MarceloClaro By MarceloClaro schedule Updated 6/7/2026

name: health version: 0.2.3 primitive_candidate: P22 # not promoted; candidate per bstack-engine rule-of-three description: Personal health knowledge graph — local-first ingest of Garmin (Apple Health, Whoop, Oura, CGM in v2+) traces into SQLite, projected to Obsidian daily-note frontmatter, synthesized into validated longevity-proxy metrics (HRV-CV, CTL/ATL/TSB, VO2max arc). Hex architecture so new sources drop in as adapters. NOT a coaching surface in v1. author: broomva license: MIT tags: [health, garmin, apple-health, whoop, oura, hrv, training-load, vo2max, longevity, local-first, knowledge-graph] compounding: - bookkeeping # P6 — high-signal health insights promote into research/entities/concept/health-*.md via Nous gate ≥ 5/9 - persist # P12 — persist iterate health-sync.md for daily cron loop - telos # GOALS.md / MISSION.md / MODELS.md cross-links (Attia/Galpin longevity frames) trigger_keywords: - health, my health, sync garmin, garmin sync, garmin connect - training readiness, hrv trend, hrv-cv, recovery, sleep last night - vo2max, body battery, training load, ctl, atl, tsb, race readiness - my fitness, workout history, longevity, peter attia metric, andy galpin metric, stacy sims - daily health note, health dashboard, healthos

Health — Personal Health Knowledge Graph

The Health skill turns your wearables into a queryable, local-first knowledge graph with validated longevity-proxy synthesis on top.
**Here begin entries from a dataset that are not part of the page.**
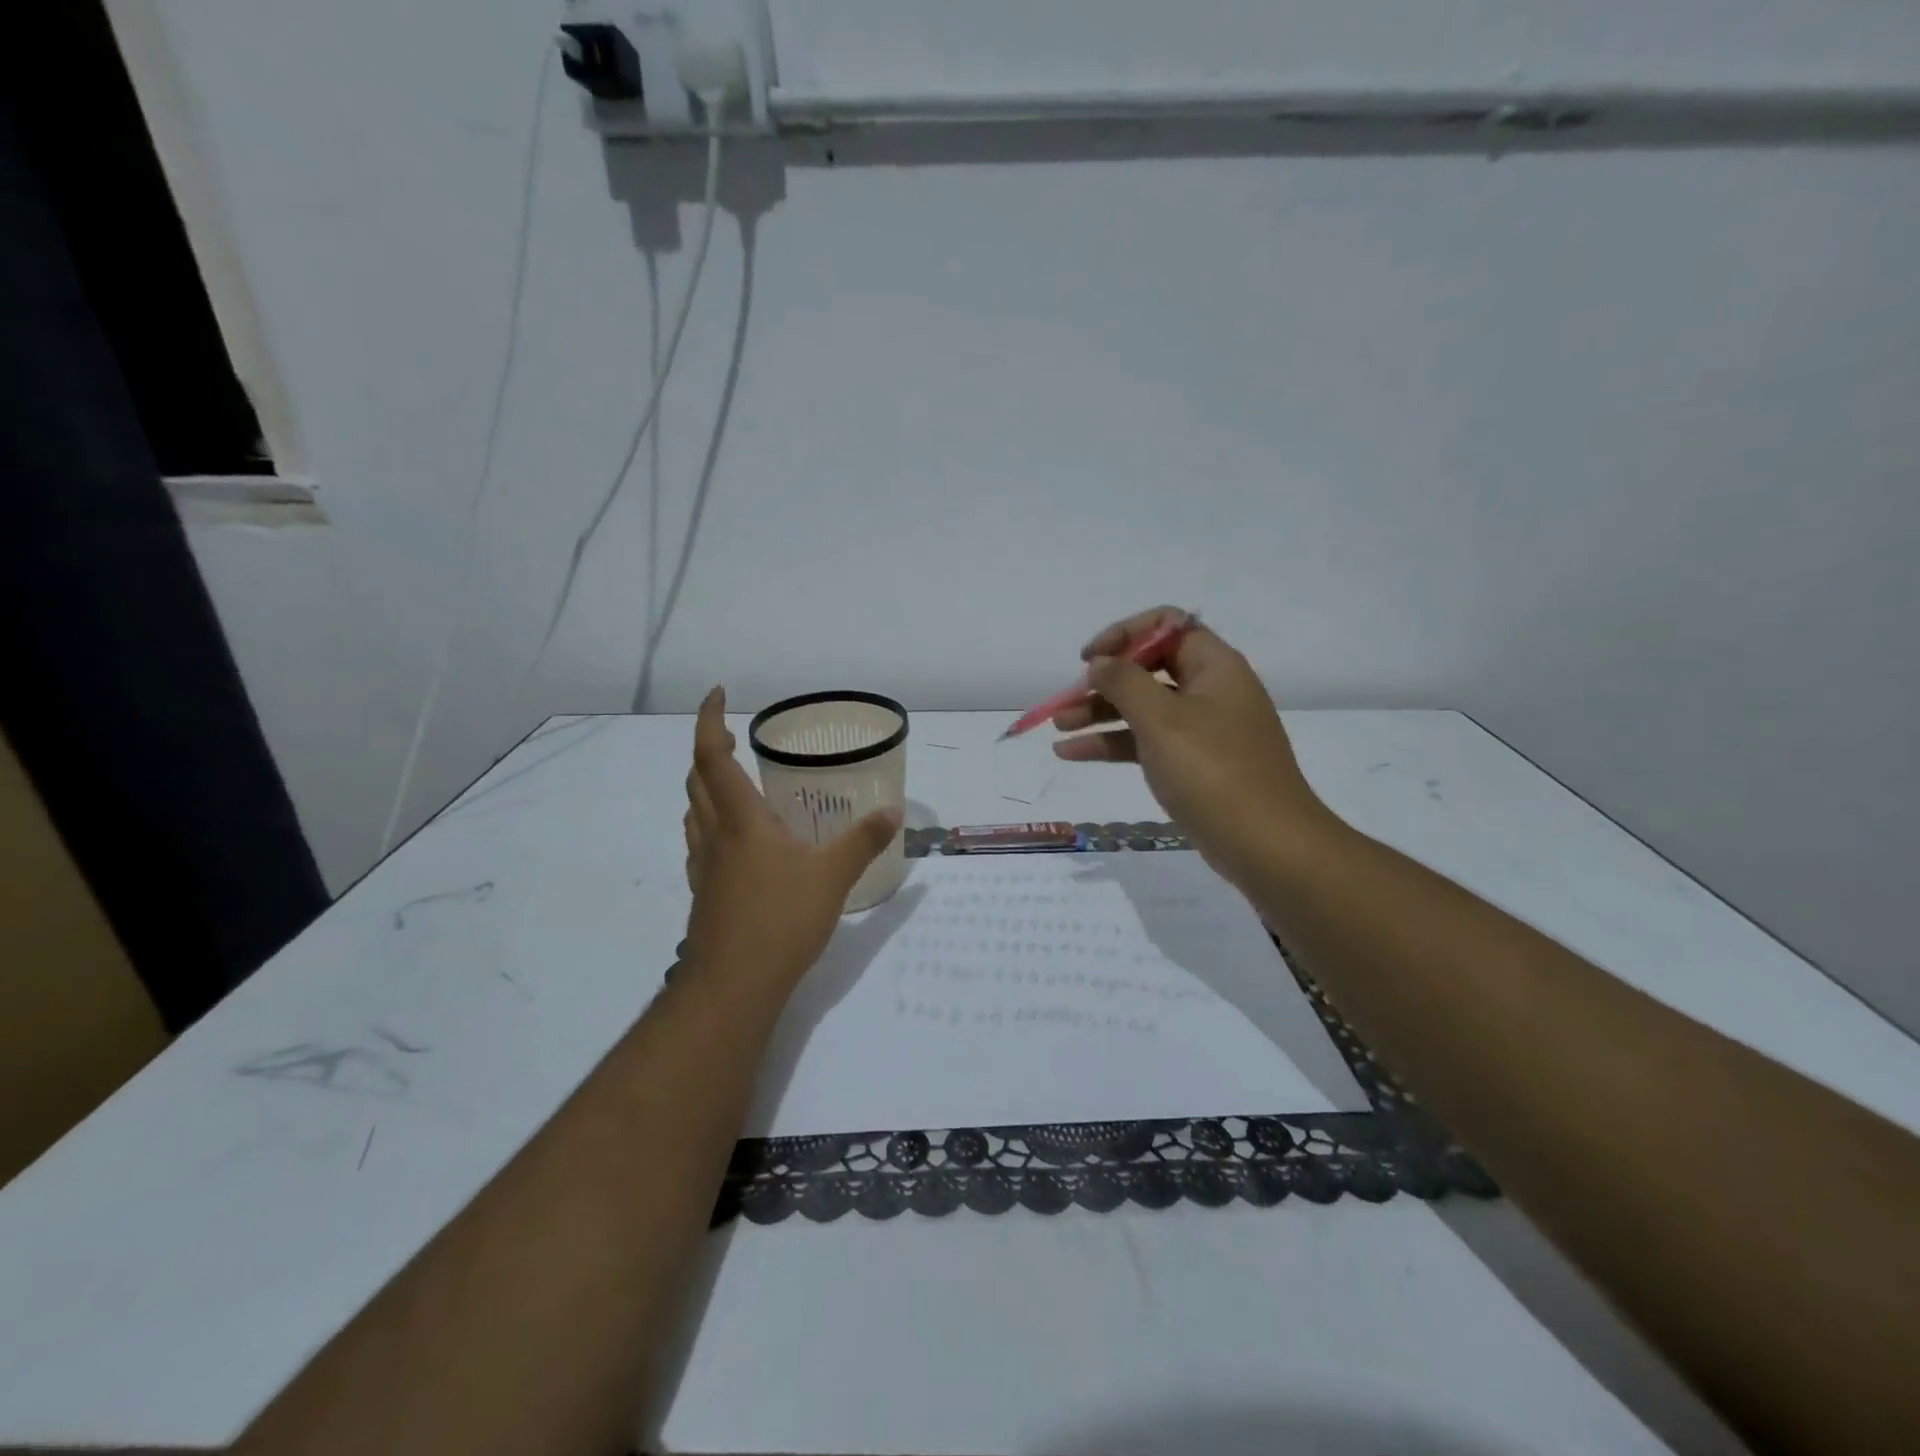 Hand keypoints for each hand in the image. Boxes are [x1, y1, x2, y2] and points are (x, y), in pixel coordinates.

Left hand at [682, 687, 902, 986]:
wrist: (732, 986)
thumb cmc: (780, 921)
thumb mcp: (832, 876)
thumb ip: (863, 840)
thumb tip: (893, 811)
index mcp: (741, 820)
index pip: (711, 757)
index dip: (707, 720)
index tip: (716, 693)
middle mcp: (715, 835)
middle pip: (696, 780)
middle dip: (706, 750)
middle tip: (729, 736)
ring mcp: (704, 866)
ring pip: (693, 811)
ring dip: (704, 786)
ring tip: (732, 781)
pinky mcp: (705, 892)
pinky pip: (701, 841)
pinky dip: (710, 822)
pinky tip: (737, 840)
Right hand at [1052, 608, 1333, 885]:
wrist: (1265, 844)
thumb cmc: (1213, 771)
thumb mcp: (1161, 719)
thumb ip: (1124, 682)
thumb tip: (1100, 662)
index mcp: (1214, 666)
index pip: (1167, 625)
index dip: (1124, 634)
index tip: (1090, 659)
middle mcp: (1210, 690)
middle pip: (1149, 669)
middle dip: (1104, 681)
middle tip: (1066, 700)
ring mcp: (1202, 730)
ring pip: (1143, 708)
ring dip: (1100, 713)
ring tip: (1058, 727)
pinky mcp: (1193, 764)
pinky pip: (1147, 742)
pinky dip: (1113, 744)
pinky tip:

It is a substrate, not a coach. The agent reads from it; the user reads the projections; humans interpret. v1 ships the Garmin adapter and the hex architecture that lets Apple Health, Whoop, Oura, and CGM drop in as single-file adapters with zero application-core changes.

This is the substrate-shaped answer to the questions "how did I sleep last night?", "am I overreached?", "what's my VO2max arc this year?" — answered against a trace store you own, not a vendor cloud.


When to invoke

Invoke this skill on any trigger in the frontmatter trigger_keywords list. The router is:

User intent Workflow Command
"Where do I stand?" / health snapshot Status health status
"Pull my latest" / fresh data Sync health sync --source garmin
"Backfill history from " Backfill health backfill --source garmin --from <date>
"Today's daily note" DailyNote health daily-note
"Am I overreached?" / training-load read TrainingLoad health context --metric ctl,atl,tsb --days 90
"Recovery review" / 7-day rollup RecoveryReview health context --window 7d --metric hrv_cv,rhr,sleep
"VO2max arc" / longevity check VO2maxArc health context --metric vo2_max --bucket quarter
"Coach me / what should I do" Coaching NOT IMPLEMENTED in v1

Default discipline: any health-domain conversation opens with health status (a P15 Snapshot reflex). The agent never answers a health question from training-data priors when the live trace store could answer it.


Architecture

Five-layer hex, dependency arrow points inward:

cli/         ─→  application/  ─→  ports/  ←─  adapters/
                                                 ├─ sources/      (Garmin v1; Apple, Whoop, Oura, CGM ≥ v2)
                                                 ├─ repositories/ (SQLite default; SQLCipher v1.1)
                                                 ├─ projections/  (Obsidian daily-note; healthOS feed)
                                                 ├─ token_stores/ (filesystem default; Keychain optional)
                                                 ├─ rate_limiters/ (token-bucket)
                                                 └─ mfa/          (prompt / env / Keychain)
domain/      pure Pydantic v2 — sample shapes, metric registry, results, errors
synthesis/   derived views — HRV-CV, CTL/ATL/TSB, VO2max arc (stdlib-only)
migrations/  numbered SQL files + idempotent runner
config/      paths + settings (TOML + env, env wins)
  • domain has zero I/O. It defines QuantitySample, CategorySample, CorrelationSample, Workout, Device, the MetricCode registry with canonical units, the Source enum, all Result types, and the HealthError hierarchy.
  • ports are Protocol-typed seams: TraceSource, TraceRepository, ProjectionTarget, RateLimiter, TokenStore, MFAProvider, Clock.
  • application holds the four v1 use cases: SyncSourceUseCase, BackfillSourceUseCase, HealthStatusUseCase, RenderDailyNoteUseCase. Each is a frozen dataclass with constructor-injected ports.
  • adapters are the only place concrete dependencies live.
  • cli wires concrete adapters into use cases at startup. The CLI is the only impure entry point.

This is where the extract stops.